Work required —
Please copy exactly the lines that run from the start of the entries to the line containing "function drawText(font, color, halo, rows, align", inclusive.

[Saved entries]

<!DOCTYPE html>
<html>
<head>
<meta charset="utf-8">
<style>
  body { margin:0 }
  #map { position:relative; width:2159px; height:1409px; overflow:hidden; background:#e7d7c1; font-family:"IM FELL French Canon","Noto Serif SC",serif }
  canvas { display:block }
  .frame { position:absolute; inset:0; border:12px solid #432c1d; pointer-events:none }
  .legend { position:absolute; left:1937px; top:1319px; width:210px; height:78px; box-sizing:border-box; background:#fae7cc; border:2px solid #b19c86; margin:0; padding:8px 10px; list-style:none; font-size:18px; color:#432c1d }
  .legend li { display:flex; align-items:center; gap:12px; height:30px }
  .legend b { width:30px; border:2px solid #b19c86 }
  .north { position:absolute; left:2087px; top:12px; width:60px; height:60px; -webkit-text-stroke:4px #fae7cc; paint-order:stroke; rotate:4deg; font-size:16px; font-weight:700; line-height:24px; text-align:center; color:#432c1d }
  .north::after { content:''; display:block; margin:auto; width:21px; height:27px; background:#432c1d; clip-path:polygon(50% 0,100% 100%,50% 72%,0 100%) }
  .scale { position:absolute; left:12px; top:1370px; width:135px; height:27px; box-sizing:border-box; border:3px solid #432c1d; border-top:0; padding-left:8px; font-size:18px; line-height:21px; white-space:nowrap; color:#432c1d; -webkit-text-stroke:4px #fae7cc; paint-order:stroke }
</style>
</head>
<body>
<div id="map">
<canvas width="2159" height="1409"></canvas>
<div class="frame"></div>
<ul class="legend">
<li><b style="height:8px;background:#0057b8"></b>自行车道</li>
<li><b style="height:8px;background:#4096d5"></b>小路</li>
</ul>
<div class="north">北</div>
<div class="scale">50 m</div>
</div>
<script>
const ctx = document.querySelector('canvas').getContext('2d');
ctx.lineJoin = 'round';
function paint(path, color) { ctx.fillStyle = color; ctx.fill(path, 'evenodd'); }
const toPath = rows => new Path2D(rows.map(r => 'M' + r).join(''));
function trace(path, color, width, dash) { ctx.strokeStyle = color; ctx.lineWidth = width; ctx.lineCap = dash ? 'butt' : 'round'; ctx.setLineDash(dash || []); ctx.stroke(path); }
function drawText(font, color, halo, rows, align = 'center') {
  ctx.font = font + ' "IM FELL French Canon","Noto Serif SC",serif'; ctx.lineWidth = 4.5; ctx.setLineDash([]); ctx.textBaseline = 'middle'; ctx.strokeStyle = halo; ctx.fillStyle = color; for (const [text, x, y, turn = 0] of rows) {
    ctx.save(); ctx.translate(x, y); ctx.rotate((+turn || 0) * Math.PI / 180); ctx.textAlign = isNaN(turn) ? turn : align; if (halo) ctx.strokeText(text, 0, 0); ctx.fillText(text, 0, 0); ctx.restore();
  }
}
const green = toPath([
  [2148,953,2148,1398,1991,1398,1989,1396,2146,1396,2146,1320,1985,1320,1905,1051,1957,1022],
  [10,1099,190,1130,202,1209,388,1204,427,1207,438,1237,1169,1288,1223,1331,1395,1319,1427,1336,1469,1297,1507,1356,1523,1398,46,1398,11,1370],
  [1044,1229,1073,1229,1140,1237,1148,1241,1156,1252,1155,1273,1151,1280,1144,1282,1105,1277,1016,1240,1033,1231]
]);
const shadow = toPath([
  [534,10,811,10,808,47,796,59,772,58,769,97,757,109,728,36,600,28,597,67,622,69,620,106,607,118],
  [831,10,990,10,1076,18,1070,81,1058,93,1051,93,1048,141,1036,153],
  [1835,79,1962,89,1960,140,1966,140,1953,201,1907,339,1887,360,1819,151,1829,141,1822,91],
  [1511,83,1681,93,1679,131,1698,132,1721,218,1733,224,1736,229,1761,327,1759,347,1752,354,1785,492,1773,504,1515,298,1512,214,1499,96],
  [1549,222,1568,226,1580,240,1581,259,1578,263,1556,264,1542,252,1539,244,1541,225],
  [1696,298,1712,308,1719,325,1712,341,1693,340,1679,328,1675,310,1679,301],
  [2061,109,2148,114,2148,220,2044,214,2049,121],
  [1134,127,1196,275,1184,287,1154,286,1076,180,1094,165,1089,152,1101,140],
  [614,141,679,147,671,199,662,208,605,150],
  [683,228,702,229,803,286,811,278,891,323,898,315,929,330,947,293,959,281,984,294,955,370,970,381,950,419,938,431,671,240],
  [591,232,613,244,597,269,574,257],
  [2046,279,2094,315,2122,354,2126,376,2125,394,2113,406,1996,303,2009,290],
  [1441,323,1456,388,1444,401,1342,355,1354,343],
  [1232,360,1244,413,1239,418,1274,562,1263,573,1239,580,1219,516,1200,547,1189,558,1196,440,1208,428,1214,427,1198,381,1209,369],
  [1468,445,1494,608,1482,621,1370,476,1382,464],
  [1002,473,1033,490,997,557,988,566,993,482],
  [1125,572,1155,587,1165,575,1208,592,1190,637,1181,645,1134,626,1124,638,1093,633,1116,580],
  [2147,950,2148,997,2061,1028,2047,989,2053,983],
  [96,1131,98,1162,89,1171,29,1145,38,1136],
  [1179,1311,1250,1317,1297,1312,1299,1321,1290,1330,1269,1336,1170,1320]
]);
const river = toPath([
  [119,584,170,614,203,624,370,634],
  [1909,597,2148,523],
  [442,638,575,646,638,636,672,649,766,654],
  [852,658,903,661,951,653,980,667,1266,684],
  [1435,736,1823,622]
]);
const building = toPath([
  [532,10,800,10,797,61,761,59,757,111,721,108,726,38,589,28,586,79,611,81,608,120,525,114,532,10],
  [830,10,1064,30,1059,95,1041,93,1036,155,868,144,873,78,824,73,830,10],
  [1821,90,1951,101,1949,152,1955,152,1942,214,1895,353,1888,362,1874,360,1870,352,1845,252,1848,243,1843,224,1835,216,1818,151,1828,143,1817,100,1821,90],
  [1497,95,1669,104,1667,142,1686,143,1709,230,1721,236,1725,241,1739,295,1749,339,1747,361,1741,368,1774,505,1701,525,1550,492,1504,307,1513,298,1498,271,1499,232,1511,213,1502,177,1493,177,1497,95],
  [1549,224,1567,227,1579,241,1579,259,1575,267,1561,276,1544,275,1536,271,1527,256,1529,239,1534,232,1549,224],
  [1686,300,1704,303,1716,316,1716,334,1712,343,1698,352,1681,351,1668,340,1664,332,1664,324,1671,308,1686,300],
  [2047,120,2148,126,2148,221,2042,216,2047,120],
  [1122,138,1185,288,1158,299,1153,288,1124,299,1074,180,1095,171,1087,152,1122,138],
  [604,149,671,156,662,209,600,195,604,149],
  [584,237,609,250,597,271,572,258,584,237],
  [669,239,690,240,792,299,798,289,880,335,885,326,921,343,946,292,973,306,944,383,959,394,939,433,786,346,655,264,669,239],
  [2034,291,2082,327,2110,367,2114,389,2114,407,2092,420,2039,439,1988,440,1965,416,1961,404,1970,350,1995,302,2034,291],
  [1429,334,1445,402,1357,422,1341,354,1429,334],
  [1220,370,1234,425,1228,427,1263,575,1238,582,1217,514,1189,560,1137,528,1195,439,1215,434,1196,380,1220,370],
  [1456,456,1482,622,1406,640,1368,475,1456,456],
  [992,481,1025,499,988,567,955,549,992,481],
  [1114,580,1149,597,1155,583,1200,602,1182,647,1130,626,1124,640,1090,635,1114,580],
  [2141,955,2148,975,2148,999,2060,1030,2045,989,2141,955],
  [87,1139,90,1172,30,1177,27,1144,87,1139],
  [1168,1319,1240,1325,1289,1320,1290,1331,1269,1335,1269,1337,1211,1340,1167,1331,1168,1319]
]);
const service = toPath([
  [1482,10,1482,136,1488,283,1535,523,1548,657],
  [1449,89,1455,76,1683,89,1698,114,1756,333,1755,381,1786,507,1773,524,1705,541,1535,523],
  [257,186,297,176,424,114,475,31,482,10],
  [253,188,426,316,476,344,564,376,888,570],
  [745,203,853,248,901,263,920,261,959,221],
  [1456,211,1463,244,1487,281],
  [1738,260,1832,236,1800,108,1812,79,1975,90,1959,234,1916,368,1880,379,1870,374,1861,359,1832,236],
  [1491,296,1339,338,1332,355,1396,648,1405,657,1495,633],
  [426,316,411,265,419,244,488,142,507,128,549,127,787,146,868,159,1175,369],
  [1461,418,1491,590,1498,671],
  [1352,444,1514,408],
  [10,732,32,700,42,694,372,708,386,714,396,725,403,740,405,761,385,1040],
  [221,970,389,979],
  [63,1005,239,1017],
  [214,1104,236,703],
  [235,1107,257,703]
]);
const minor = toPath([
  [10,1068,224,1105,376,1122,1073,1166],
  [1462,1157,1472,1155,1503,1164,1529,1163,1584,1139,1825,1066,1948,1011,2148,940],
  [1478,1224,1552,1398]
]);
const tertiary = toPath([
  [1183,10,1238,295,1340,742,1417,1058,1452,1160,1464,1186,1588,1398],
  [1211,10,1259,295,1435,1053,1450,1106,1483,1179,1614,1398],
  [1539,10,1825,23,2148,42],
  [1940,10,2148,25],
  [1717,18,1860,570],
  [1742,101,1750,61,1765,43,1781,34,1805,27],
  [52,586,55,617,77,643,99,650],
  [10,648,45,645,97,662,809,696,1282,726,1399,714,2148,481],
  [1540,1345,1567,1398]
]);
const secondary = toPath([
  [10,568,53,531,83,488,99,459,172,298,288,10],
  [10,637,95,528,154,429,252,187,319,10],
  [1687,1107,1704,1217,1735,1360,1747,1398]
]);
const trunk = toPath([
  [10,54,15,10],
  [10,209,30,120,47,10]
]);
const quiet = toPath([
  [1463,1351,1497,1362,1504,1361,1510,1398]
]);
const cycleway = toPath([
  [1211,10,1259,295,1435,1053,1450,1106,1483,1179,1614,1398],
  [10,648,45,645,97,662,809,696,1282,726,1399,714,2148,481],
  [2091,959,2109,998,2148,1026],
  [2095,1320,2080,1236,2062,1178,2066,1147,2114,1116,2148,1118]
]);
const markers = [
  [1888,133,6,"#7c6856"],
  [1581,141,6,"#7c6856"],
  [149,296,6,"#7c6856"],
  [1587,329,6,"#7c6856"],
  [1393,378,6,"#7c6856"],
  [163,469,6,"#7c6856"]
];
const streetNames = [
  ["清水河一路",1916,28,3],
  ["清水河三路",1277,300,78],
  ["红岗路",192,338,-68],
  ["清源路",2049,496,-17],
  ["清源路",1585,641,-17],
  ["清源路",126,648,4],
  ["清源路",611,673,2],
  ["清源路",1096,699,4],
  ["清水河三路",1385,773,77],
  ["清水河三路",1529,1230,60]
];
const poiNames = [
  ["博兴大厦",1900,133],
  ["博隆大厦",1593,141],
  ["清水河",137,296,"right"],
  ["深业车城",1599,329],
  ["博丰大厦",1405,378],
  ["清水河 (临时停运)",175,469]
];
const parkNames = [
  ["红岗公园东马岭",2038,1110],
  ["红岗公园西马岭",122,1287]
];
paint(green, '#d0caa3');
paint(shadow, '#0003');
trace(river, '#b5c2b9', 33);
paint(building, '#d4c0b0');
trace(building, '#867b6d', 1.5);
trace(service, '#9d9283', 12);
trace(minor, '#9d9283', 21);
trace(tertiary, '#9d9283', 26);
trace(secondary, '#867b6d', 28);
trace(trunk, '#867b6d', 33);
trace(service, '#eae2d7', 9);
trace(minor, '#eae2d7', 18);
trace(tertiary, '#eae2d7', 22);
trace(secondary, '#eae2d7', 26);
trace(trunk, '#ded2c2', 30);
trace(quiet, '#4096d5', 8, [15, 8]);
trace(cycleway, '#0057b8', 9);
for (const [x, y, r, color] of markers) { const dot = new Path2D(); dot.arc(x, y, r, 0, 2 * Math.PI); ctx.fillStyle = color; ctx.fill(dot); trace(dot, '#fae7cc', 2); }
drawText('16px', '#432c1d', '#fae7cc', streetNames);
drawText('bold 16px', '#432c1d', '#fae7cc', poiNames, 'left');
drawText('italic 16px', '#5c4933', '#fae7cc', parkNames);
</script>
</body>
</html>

Solution below —
<!DOCTYPE html>
<html>
<head>
<meta charset="utf-8">
<style>
  body { margin:0 }
  #map { position:relative; width:2159px; height:1409px; overflow:hidden; background:#e7d7c1; font-family:"IM FELL French Canon","Noto Serif SC",serif }
  canvas { display:block }
  .frame { position:absolute; inset:0; border:12px solid #432c1d; pointer-events:none }
  .legend { position:absolute; left:1937px; top:1319px; width:210px; height:78px; box-sizing:border-box; background:#fae7cc; border:2px solid #b19c86; margin:0; padding:8px 10px; list-style:none; font-size:18px; color:#432c1d }
  .legend li { display:flex; align-items:center; gap:12px; height:30px }
  .legend b { width:30px; border:2px solid #b19c86 }
  .north { position:absolute; left:2087px; top:12px; width:60px; height:60px; -webkit-text-stroke:4px #fae7cc; paint-order:stroke; rotate:4deg; font-size:16px; font-weight:700; line-height:24px; text-align:center; color:#432c1d }
  .north::after { content:''; display:block; margin:auto; width:21px; height:27px; background:#432c1d; clip-path:polygon(50% 0,100% 100%,50% 72%,0 100%) }
  .scale { position:absolute; left:12px; top:1370px; width:135px; height:27px; box-sizing:border-box; border:3px solid #432c1d; border-top:0; padding-left:8px; font-size:18px; line-height:21px; white-space:nowrap; color:#432c1d; -webkit-text-stroke:4px #fae7cc; paint-order:stroke }
</style>
</head>
<body>
<div id="map">
<canvas width="2159" height="1409"></canvas>
<div class="frame"></div>
<ul class="legend">
<li><b style="height:8px;background:#0057b8"></b>自行车道</li>
<li><b style="height:8px;background:#4096d5"></b>小路</li>
</ul>
<div class="north">北</div>
<div class="scale">50 m</div>
</div>
<script>
const ctx = document.querySelector('canvas').getContext('2d');
ctx.lineJoin = 'round';
function paint(path, color) { ctx.fillStyle = color; ctx.fill(path, 'evenodd'); }
const toPath = rows => new Path2D(rows.map(r => 'M' + r).join(''));
function trace(path, color, width, dash) { ctx.strokeStyle = color; ctx.lineWidth = width; ctx.lineCap = dash ? 'butt' : 'round'; ctx.setLineDash(dash || []); ctx.stroke(path); }
function drawText(font, color, halo, rows, align = 'center') {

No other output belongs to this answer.